The power of prayer – or the lack of it

God does not take sides in baseball; nor does He or She pick favorites in football, basketball, hockey, tennis, or tiddlywinks. The good Lord, in fact, remains carefully neutral in all competitive games.

That does not stop us from praying for His or Her intercession during moments of high anxiety in big games. The higher the stakes, the more fervent the prayers. Yet we all – or most of us, anyway - understand that those prayers stand a much better chance of being heard if the guy we’re praying for can hit a curveball.

For every convent in Boston’s Back Bay and environs that is filled with nuns praying devoutly for Red Sox, there is one in the Bronx in which the residents are praying just as hard for the Evil Empire.

“Please, God, let him get a hit,” we might implore, while knowing that somewhere else there is someone praying for him to strike out.

What’s a Savior to do?

Stay out of it and let the games play out seems to be the answer.

When we watch a big game on TV, the cameras often pan across the faces of fans in attendance praying with all their hearts for opposite things to happen - and it’s not just the spectators who are calling on the Lord for help. It’s the participants themselves who are praying. We see any number of signs of the cross, pointing toward the heavens, and other demonstrations of faith being acted out by the players. That does not even take into account those acts which remain private between the players and the Almighty.

Carl Yastrzemski, who did not wear his emotions on his sleeve, revealed in a memoir written with Al Hirshberg after the Impossible Dream season of 1967 that just before the first pitch of every game he quietly said a Hail Mary, praying that things would go well for him and his team and that he would perform to the best of his ability in the game ahead. Who among us knew that, while we were just settling into our seats after the playing of the National Anthem, the guy out in left field was praying the Hail Mary?

Grandpa Skonieczny played an important role, too. Yaz had an exceedingly close relationship with his grandfather on his mother’s side of the family. When he was a little boy, he was left in the charge of Grandpa Skonieczny when his parents went to work. He especially loved when he would hoist him up on his tractor and the two of them would ride side by side as they performed chores on the potato farm. Every day, is grandfather would take young Carl to the Candy Kitchen for an ice cream. The two of them formed an inseparable bond in those days. His grandfather had passed away a decade earlier, during Yaz’s freshman year at Notre Dame, but on the final day of the ’67 season, filled with anxiety while waiting to bat and the Red Sox trailing, 2-0, his thoughts drifted back to those golden days sitting next to Grandpa on the tractor, and suddenly the anxiety of the moment was gone. Yaz calmly laced a two-run single to right center to tie the score and ignite a five-run game-winning rally. To this day, more than half a century later, he credits Grandpa Skonieczny for that hit.

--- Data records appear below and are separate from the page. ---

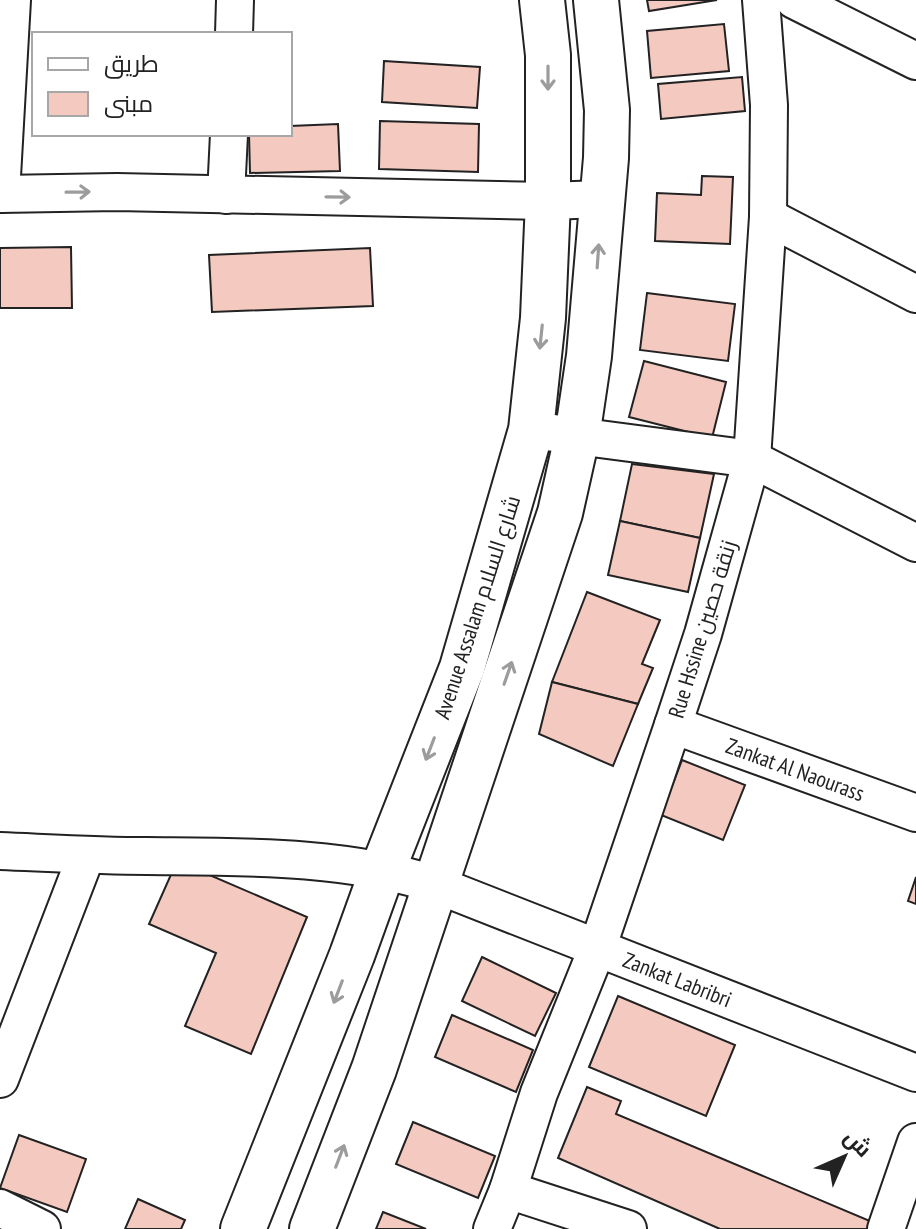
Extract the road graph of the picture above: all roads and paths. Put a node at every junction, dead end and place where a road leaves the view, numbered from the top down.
1 (12, 0) edge
2 (235, 0) edge
3 (542, 0) edge
4 (596, 0) edge
5 (761, 0) edge
6 (794, 0) edge
7 (234, 32) edge
8 (916, 61) edge
9 (229, 136) edge
10 (0, 194) edge
11 (226, 195) junction
12 (602, 199) junction
13 (548, 201) junction
14 (768, 217) junction
15 (916, 294) edge
16 (531, 430) junction
17 (577, 437) junction
18 (752, 459) junction
19 (916, 543) edge
20 (673, 725) junction
21 (916, 813) edge
22 (0, 851) edge
23 (86, 856) junction
24 (383, 869) junction
25 (437, 885) junction
26 (597, 949) junction
27 (916, 1073) edge
28 (0, 1079) edge
29 (916, 1142) edge
30 (508, 1190) junction
31 (0, 1208) edge
32 (42, 1229) edge
33 (243, 1229) edge
34 (312, 1229) edge
35 (492, 1229) edge
36 (628, 1229) edge
37 (886, 1229) edge

1 - 10 street
2 - 7 street
3 -> 13 street, Avenue Assalam شارع السلام
4 - 12 street
5 - 14 street, Rue Hssine زنقة حصين
6 - 8 street
9 - 11 street
10 -> 11 street
11 -> 13 street
12 - 13 street
17 -> 12 street
13 -> 16 street, Avenue Assalam شارع السلام
14 - 15 street
14 - 18 street, Rue Hssine زنقة حصين
16 - 17 street
16 -> 24 street, Avenue Assalam شارع السلام
17 - 18 street
25 -> 17 street
18 - 19 street
18 - 20 street, Rue Hssine زنقة حصين
20 - 21 street, Zankat Al Naourass
20 - 26 street, Rue Hssine زنقة حصين
22 - 23 street, Zankat Labribri
23 - 24 street, Zankat Labribri
23 - 28 street
24 - 25 street, Zankat Labribri
24 -> 33 street, Avenue Assalam شارع السلام
25 - 26 street, Zankat Labribri
34 -> 25 street
26 - 27 street, Zankat Labribri
26 - 30 street, Rue Hssine زنقة حصين
29 - 37 street
30 - 35 street, Rue Hssine زنقة حصين
30 - 36 street
31 - 32 street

All of us remember our school days when a big exam was held, how we’d pray for divine guidance beforehand, but that our chances of those prayers being heard were decidedly better if we had taken the time to study. Carl Yastrzemski had spent thousands of hours honing his skills, making himself the best player he could be so that when his moment came, he’d be ready. His prayers were a big help, clearing his mind for the task ahead. But in addition to that, he needed good fortune. He had that, too, and because all those elements were combined in 1967, baseball in Boston had a resurgence that continues to this very day.

The prayers worked like a charm down the home stretch of ’67 when, time after time, Yaz came through with a clutch hit to carry the Red Sox to the unlikeliest pennant in their history and Yaz himself to the Triple Crown and superstardom.

The result was somewhat different eleven years later when he came up to hit with two outs in the ninth inning and the tying run on third base in the ‘78 playoff game against the Yankees. He was the same guy as in ’67; it was the same prayer; the same deity. But this time he popped out to third base. “Well,” we said to one another, “That’s baseball.” And so it was – and is.

It won’t stop us from praying the next time the game is on the line, nor the game after that. I well remember our parish’s junior CYO basketball team during my growing up years. The parish suffered from a decided lack of basketball talent in my age group. It couldn’t have been anything in the water, because the kids in the age group just ahead of mine, who had moved up to the intermediate level, had won the league championship as juniors. For whatever reason, probably having something to do with the absence of natural ability, we now stunk. We lost every game that year, usually by a lot.

My particular role was that of sixth man. That’ll give you an idea of how lousy I was. I couldn’t even crack the starting lineup of the worst team in the league. None of that, however, stopped us from praying. Before every game Father Murray, our parish priest, led us in prayer. Our heads may have been bowed, but our hopes were high. Then the game started and reality set in.

Some of us began to notice that often Father Murray, after leading us in prayer, would slip out a side door of the gymnasium rather than bear witness to the slaughter about to take place. Who could blame him?

To this day, 70 years later, I still pray before and during games of importance, but as often as not it’s The Serenity Prayer: “God grant me the Serenity to accept the things I cannot change, the Courage to change the things I can, and the Wisdom to know the difference.”

Amen.

Dick Flavin is widely known as the poet laureate of the Boston Red Sox.